%%

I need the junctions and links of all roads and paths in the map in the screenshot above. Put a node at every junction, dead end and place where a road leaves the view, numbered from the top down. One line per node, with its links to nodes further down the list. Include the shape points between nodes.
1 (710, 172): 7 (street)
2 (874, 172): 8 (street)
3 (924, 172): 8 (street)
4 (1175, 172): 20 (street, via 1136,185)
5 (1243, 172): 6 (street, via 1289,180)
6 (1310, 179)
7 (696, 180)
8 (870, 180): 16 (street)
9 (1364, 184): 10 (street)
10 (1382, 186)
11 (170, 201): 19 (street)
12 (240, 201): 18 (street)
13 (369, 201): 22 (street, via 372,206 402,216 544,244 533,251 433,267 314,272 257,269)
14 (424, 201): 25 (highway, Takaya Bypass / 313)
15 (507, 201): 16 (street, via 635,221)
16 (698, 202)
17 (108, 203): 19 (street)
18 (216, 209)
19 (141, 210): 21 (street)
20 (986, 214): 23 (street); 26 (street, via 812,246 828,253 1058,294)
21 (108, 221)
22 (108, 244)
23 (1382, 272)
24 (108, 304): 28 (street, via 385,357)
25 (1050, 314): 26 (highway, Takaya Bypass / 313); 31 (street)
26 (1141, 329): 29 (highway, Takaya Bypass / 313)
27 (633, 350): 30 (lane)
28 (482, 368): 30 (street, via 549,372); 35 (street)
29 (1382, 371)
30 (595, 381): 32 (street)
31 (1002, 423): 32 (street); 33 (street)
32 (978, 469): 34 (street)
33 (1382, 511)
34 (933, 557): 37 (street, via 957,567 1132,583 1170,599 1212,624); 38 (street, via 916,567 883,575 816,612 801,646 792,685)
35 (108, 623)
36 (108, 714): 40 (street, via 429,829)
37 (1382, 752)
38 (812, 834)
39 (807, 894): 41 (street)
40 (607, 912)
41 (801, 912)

%%

→ **PROBLEM DETAILS**: Exactly as written, restate every line of the listing above.

→ **ANSWER TO THIS PROBLEM**:
I need the junctions and links of all roads and paths in the map in the screenshot above. Put a node at every junction, dead end and place where a road leaves the view, numbered from the top down. One line per node, with its links to nodes further down the list. Include the shape points between nodes.
1 (710, 172): 7 (street)
2 (874, 172): 8 (street)
3 (924, 172): 8 (street)
4 (1175, 172): 20 (street, via 1136,185)
5 (1243, 172): 6 (street, via 1289,180)
6 (1310, 179)
7 (696, 180)
8 (870, 180): 16 (street)
9 (1364, 184): 10 (street)
10 (1382, 186)
11 (170, 201): 19 (street)
12 (240, 201): 18 (street)
13 (369, 201): 22 (street, via 372,206 402,216 544,244 533,251 433,267 314,272 257,269)
14 (424, 201): 25 (highway, Takaya Bypass / 313)
15 (507, 201): 16 (street, via 635,221)
16 (698, 202)
17 (108, 203): 19 (street)
18 (216, 209)
19 (141, 210): 21 (street)
20 (986, 214): 23 (street); 26 (street, via 812,246 828,253 1058,294)
21 (108, 221)
22 (108, 244)
23 (1382, 272)
24 (108, 304): 28 (street, via 385,357)
25 (1050, 314): 26 (highway, Takaya Bypass / 313); 31 (street)
26 (1141, 329): 29 (highway, Takaya Bypass / 313)
27 (633, 350): 30 (lane)
28 (482, 368): 30 (street, via 549,372); 35 (street)
29 (1382, 371)
30 (595, 381): 32 (street)
31 (1002, 423): 32 (street); 33 (street)
32 (978, 469): 34 (street)
33 (1382, 511)
34 (933, 557): 37 (street, via 957,567 1132,583 1170,599 1212,624); 38 (street, via 916,567 883,575 816,612 801,646 792,685)
35 (108, 623)
36 (108, 714): 40 (street, via 429,829)
37 (1382, 752)
38 (812, 834)
39 (807, 894): 41 (street)
40 (607, 912)
41 (801, 912)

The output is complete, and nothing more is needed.